Probabilistic security mapping of large language model integrations via stochastic Petri Nets

Abstract

Large Language Models (LLMs) are becoming increasingly popular for use in modern software systems. However, with increasing popularity, newly introduced security risks have emerged while integrating LLMs in a software system. These security gaps do not align with the traditional cybersecurity framework. To address it, this study specifically focuses on modeling three distinct related threats: prompt injection, context extraction, and Denial of Service (DoS) by resource exhaustion. First, the research maps these three LLM security aspects with the traditional CIA triad (Confidentiality, Integrity, Availability) and maps the system assets with corresponding justifications to show exactly what component of a system is at risk during these specific attacks. After that, the research investigates three distinct and independent threat models across the LLM architecture. First, Prompt Injection is analyzed at the input processing layer to mathematically evaluate Defensive Depth theory. Second, Data Exfiltration is evaluated during output scanning to formalize the Temporal Defense theory. Finally, a Denial of Service (DoS) attack is modeled to validate the Saturation theory.

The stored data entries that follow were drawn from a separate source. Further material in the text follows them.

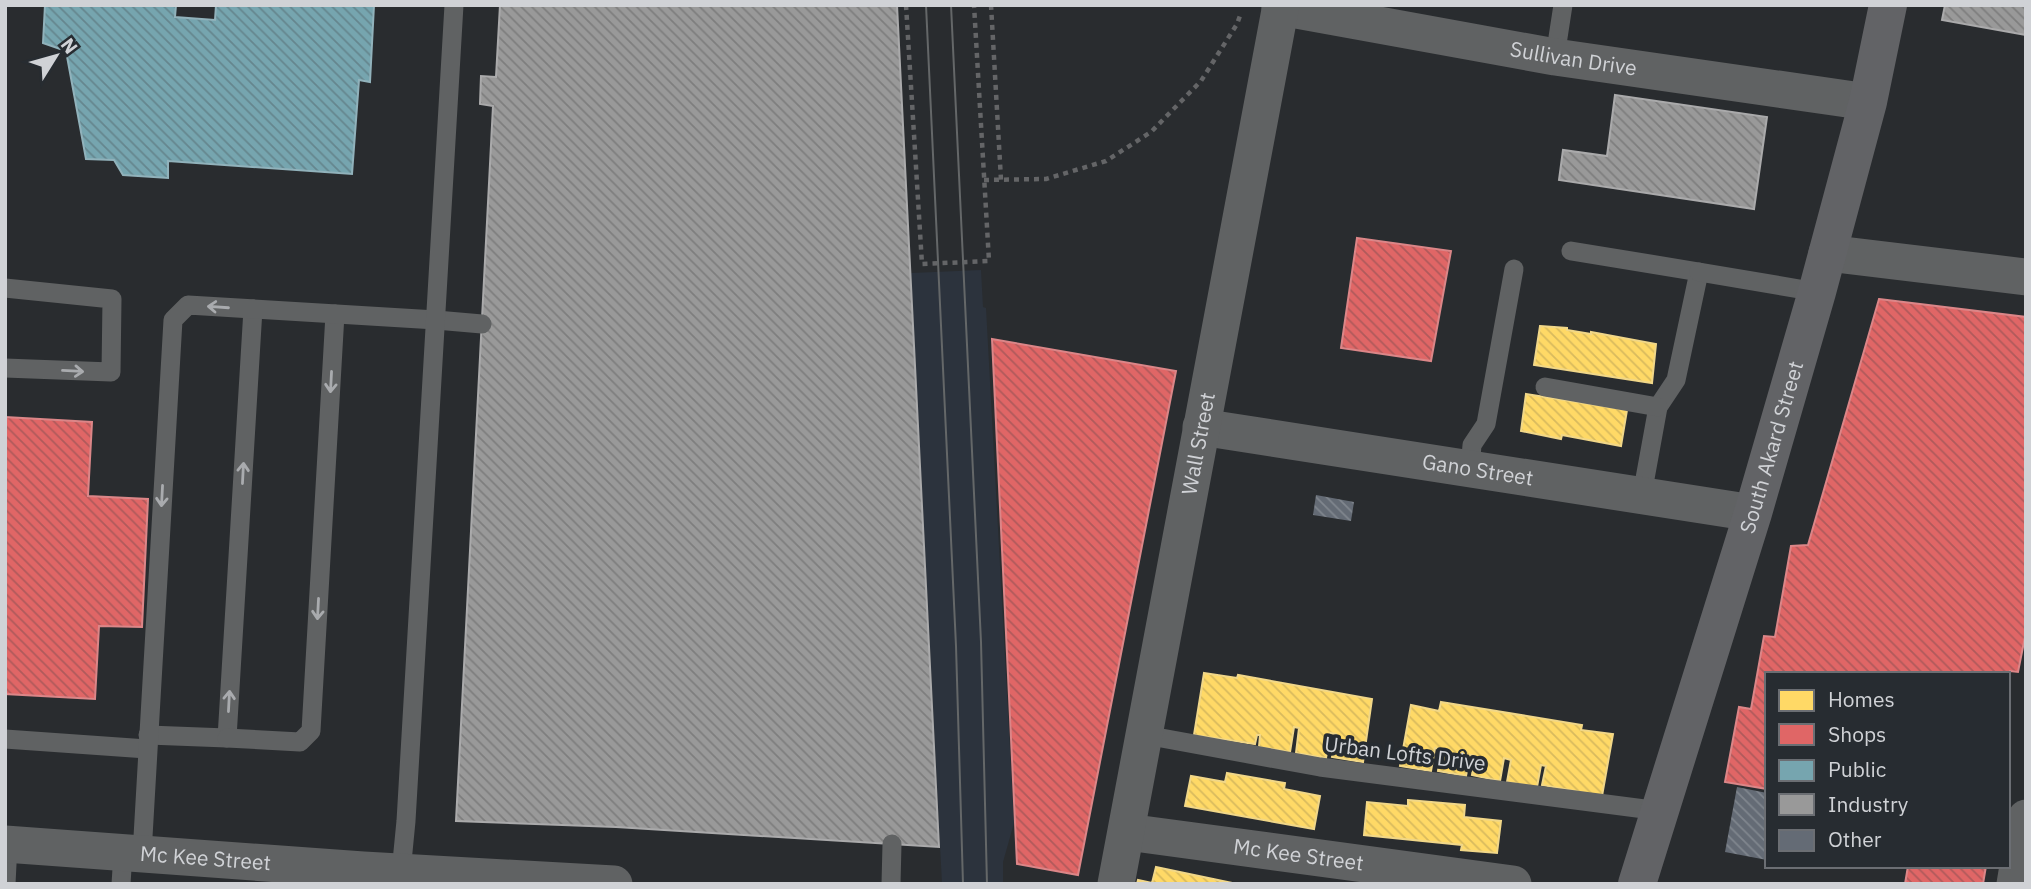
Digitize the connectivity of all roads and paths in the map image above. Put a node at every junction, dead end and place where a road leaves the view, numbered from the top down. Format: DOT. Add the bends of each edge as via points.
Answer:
graph roads {
  1 [pos="454,5"];
  2 [pos="906,5"];
  3 [pos="974,5"];
  4 [pos="991,5"];
  5 [pos="1244,5"];
  6 [pos="1563,5"];
  7 [pos="1888,5"];
  8 [pos="1280,6"];
  9 [pos="1555,57"];
  10 [pos="1868,102"];
  11 [pos="984,180"];
  12 [pos="1001,180"];
  13 [pos="1572,251"];
  14 [pos="1827,253"];
  15 [pos="1514,270"];
  16 [pos="1699,272"];
  17 [pos="2026,277"];
  18 [pos="5,288"];
  19 [pos="1817,292"];
  20 [pos="253,309"];
  21 [pos="335,314"];
  22 [pos="436,320"];
  23 [pos="481,324"];
  24 [pos="5,368"];
  25 [pos="1545,387"];
  26 [pos="1658,407"];
  27 [pos="1201,427"];
  28 [pos="1470,469"];
  29 [pos="1642,495"];
  30 [pos="1753,513"];
  31 [pos="1145,735"];
  32 [pos="227,738"];
  33 [pos="5,739"];
  34 [pos="147,742"];
  35 [pos="1660,811"];
  36 [pos="2026,818"];
  37 [pos="1127,832"];
  38 [pos="7,844"];
  39 [pos="891,844"];
  40 [pos="129,863"];
  41 [pos="400,878"];
  42 [pos="6,884"];
  43 [pos="614,884"];
  44 [pos="891,884"];
  45 [pos="1116,884"];
  46 [pos="1513,884"];
  47 [pos="1637,884"];
  48 [pos="2015,884"];
  1 -- 22 [label="lane"];
  2 -- 11 [label="path" via="922,264 989,261"];
  3 -- 11 [label="path"];
  4 -- 12 [label="path"];
  5 -- 12 [label="path" via="1201,81 1151,132 1106,161 1046,179"];
  6 -- 9 [label="lane"];
  7 -- 10 [label="main road, South Akard Street"];
  8 -- 9 [label="street, Sullivan Drive"];
  8 -- 27 [label="street, Wall Street"];
  9 -- 10 [label="street, Sullivan Drive"];
  10 -- 14 [label="main road, South Akard Street"];
  11 -- 12 [label="path"];
  13 -- 16 [label="lane"];
  14 -- 17 [label="street"];
  14 -- 19 [label="main road, South Akard Street"];
  15 -- 28 [label="lane" via="1486,424 1472,445"];
  16 -- 19 [label="lane"];
  16 -- 26 [label="lane" via="1676,380"];
  24 -- 18 [label="lane, one-way" via="111,372 112,299"];
  19 -- 30 [label="main road, South Akard Street"];
  20 -- 21 [label="lane"];
  32 -- 20 [label="lane, one-way"];
  20 -- 34 [label="lane, one-way" via="188,305 173,320"];
  21 -- 22 [label="lane"];
  21 -- 32 [label="lane, one-way" via="311,731 300,742"];
  22 -- 23 [label="lane"];
  22 -- 41 [label="lane"];
  25 -- 26 [label="lane"];
  26 -- 29 [label="lane"];
  27 -- 28 [label="street, Gano Street"];
  27 -- 31 [label="street, Wall Street"];
  28 -- 29 [label="street, Gano Street"];
  29 -- 30 [label="street, Gano Street"];
  30 -- 35 [label="main road, South Akard Street"];
  31 -- 35 [label="lane, Urban Lofts Drive" via="1320,766"];
  31 -- 37 [label="street, Wall Street"];
  32 -- 34 [label="lane"];
  33 -- 34 [label="lane"];
  34 -- 40 [label="lane"];
  35 -- 47 [label="main road, South Akard Street"];
  36 -- 48 [label="street"];
  37 -- 45 [label="street, Wall Street"];
  37 -- 46 [label="street, Mc Kee Street"];
  38 -- 40 [label="street, Mc Kee Street"];
  38 -- 42 [label="lane"];
  39 -- 44 [label="lane"];
  40 -- 41 [label="street, Mc Kee Street"];
  41 -- 43 [label="street, Mc Kee Street"];
}
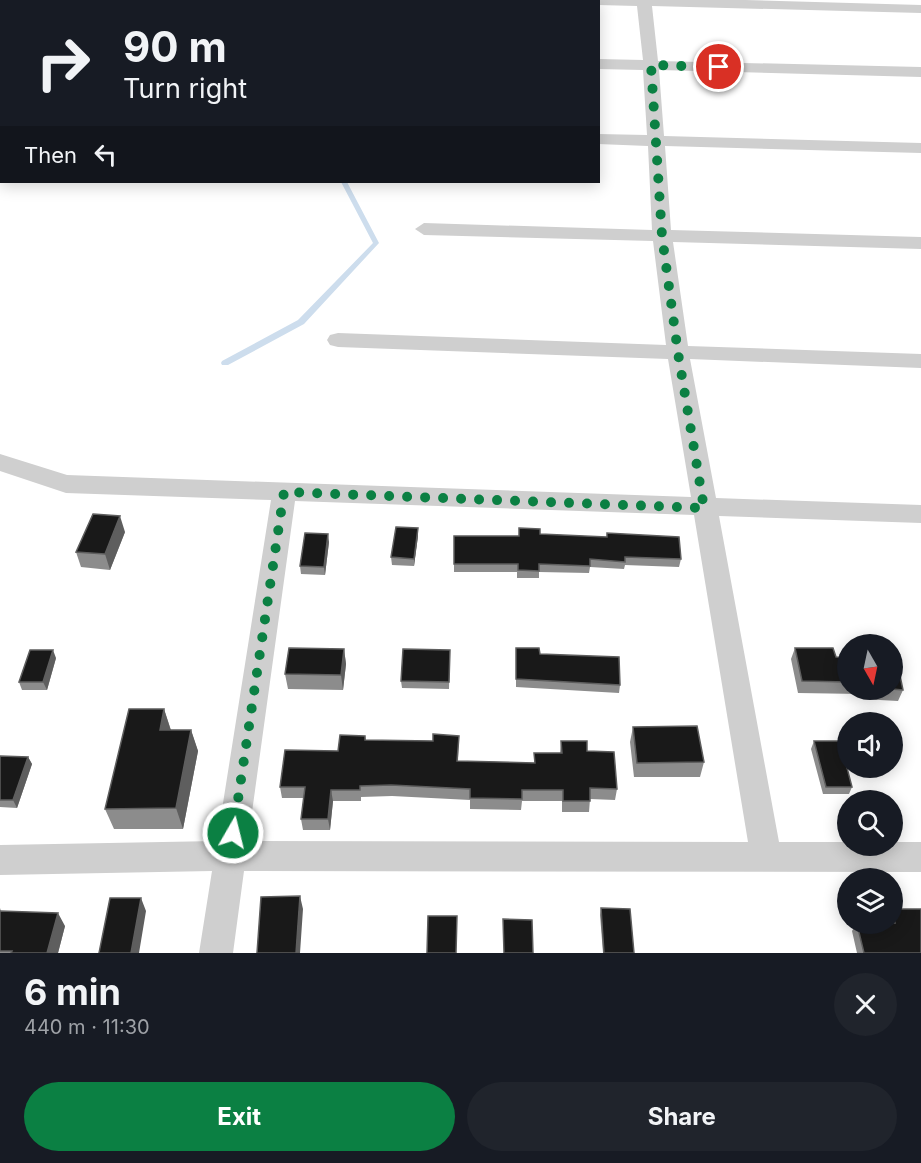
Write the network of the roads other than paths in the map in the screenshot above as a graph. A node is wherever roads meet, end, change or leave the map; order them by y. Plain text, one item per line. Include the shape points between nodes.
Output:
1 (600, 0) edge
2 (644, 1) edge
3 (921, 9) edge
4 (600, 64) edge
5 (651, 65) junction
6 (921, 72) edge
7 (600, 140) edge
8 (656, 141) junction
9 (921, 148) edge
10 (424, 229) dead end
11 (662, 236) junction
12 (921, 243) edge
13 (338, 340) dead end
14 (678, 353) junction
15 (921, 362) edge
16 (0, 462) edge
17 (284, 492) junction
18 (704, 508) junction
19 (921, 514) edge
20 (230, 856) junction
21 (766, 857) junction
22 (921, 857) edge
23 (0, 860) edge
24 (216, 953) edge

1 - 2 street
2 - 3 street
2 - 5 street
4 - 5 street
5 - 6 street
5 - 8 street
7 - 8 street
8 - 9 street
8 - 11 street
10 - 11 street
11 - 12 street
11 - 14 street
13 - 14 street
14 - 15 street
14 - 18 street
16 - 17 street via 66,484
17 - 18 street
17 - 20 street
18 - 19 street
18 - 21 street
20 - 21 street
20 - 23 street
20 - 24 street
21 - 22 street

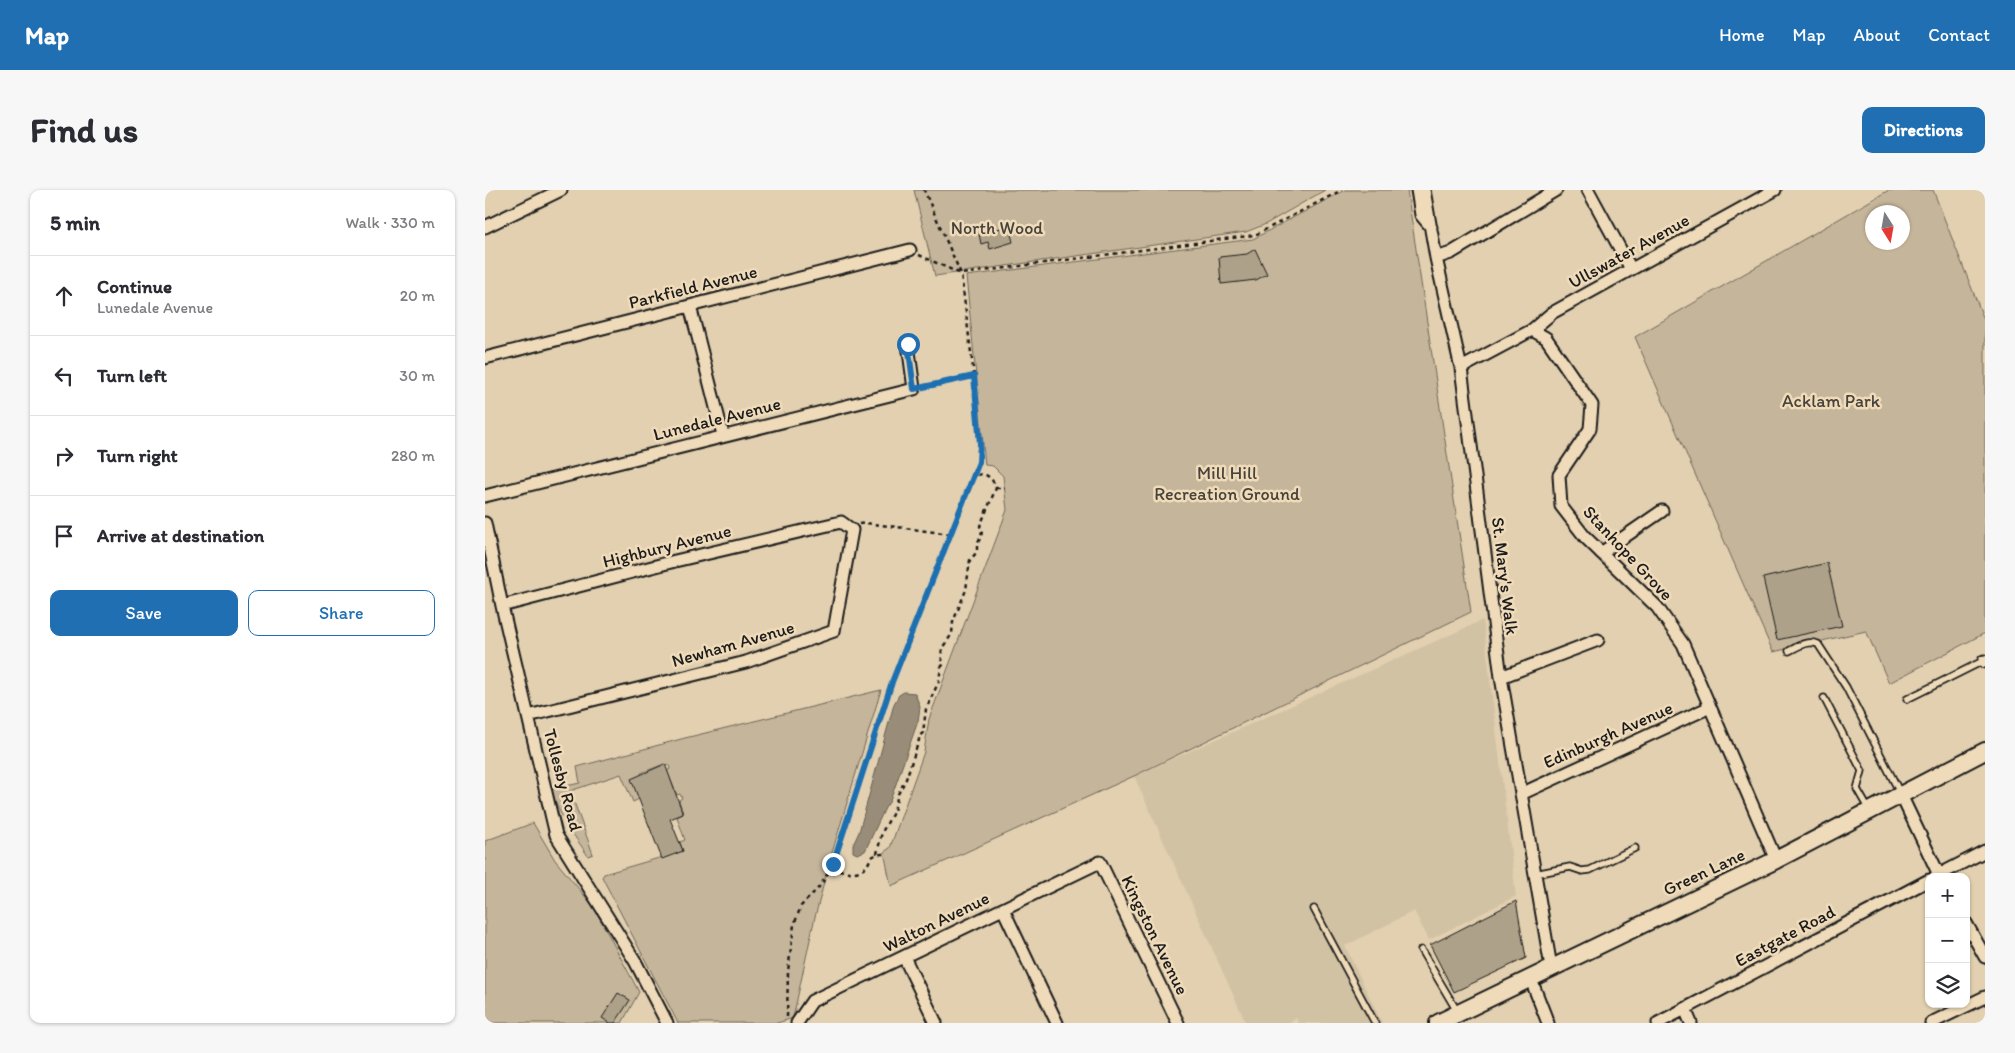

To transition from theoretical risk to measurable impact, an independent threat model is developed using Petri Net diagram to simulate these distinct stages of the LLM pipeline. Mathematical analysis is then conducted using a Continuous-Time Markov Chain (CTMC) and finite queuing theories. Specifically for the DoS evaluation, the adversarial arrival rate (λ) and system processing bottleneck (ρ) are modeled to measure the queue wait times and resource depletion. Across all three threat vectors, Monte Carlo validation is used to ensure the theoretical mathematical calculations match the simulated reality. The result provides a formalized mathematical baseline for each independent vulnerability. The findings demonstrate the exact architectural trade-offs to implement input-layer defensive depth, the temporal cost for output sanitization, and the critical threshold where system queues saturate and drop legitimate requests during a DoS attack. These insights help developer to design more resilient, optimized, and mathematically verifiable security architecture for deployed LLM applications.